Listed records:
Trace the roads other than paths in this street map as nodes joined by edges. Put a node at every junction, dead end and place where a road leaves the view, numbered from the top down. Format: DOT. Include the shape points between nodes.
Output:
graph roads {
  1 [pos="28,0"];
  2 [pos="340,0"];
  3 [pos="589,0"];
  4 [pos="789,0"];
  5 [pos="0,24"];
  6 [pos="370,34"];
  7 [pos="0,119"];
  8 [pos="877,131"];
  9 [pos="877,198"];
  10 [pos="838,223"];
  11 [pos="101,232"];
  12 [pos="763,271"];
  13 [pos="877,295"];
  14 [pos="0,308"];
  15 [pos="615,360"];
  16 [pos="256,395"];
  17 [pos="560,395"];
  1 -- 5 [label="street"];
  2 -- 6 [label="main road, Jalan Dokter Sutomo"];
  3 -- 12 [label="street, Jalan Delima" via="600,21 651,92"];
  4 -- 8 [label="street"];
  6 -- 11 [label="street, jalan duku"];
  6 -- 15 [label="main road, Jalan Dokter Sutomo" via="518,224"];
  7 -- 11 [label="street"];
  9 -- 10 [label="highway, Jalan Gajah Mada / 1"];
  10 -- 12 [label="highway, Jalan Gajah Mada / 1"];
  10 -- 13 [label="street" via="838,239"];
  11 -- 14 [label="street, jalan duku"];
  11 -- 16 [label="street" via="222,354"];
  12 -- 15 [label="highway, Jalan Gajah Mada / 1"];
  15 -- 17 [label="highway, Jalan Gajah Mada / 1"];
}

Brief: Exactly reproduce every record.

Exercise output:
Trace the roads other than paths in this street map as nodes joined by edges. Put a node at every junction, dead end and place where a road leaves the view, numbered from the top down. Format: DOT. Include the shape points between nodes.
Output:
graph roads {
  1 [pos="28,0"];
  2 [pos="340,0"];
  3 [pos="589,0"];
  4 [pos="789,0"];
  5 [pos="0,24"];
  6 [pos="370,34"];
  7 [pos="0,119"];
  8 [pos="877,131"];
  9 [pos="877,198"];
  10 [pos="838,223"];
  11 [pos="101,232"];
  12 [pos="763,271"];
  13 [pos="877,295"];
  14 [pos="0,308"];
  15 [pos="615,360"];
  16 [pos="256,395"];
  17 [pos="560,395"];
  1 -- 5 [label="street"];
  2 -- 6 [label="main road, Jalan Dokter Sutomo"];
  3 -- 12 [label="street, Jalan Delima" via="600,21 651,92"];
  4 -- 8 [label="street"];
  6 -- 11 [label="street, jalan duku"];
  6 -- 15 [label="main road, Jalan Dokter Sutomo" via="518,224"];
  7 -- 11 [label="street"];
  9 -- 10 [label="highway, Jalan Gajah Mada / 1"];
  10 -- 12 [label="highway, Jalan Gajah Mada / 1"];
  10 -- 13 [label="street" via="838,239"];
  11 -- 14 [label="street, jalan duku"];
  11 -- 16 [label="street" via="222,354"];
  12 -- 15 [label="highway, Jalan Gajah Mada / 1"];
  15 -- 17 [label="highway, Jalan Gajah Mada / 1"];
}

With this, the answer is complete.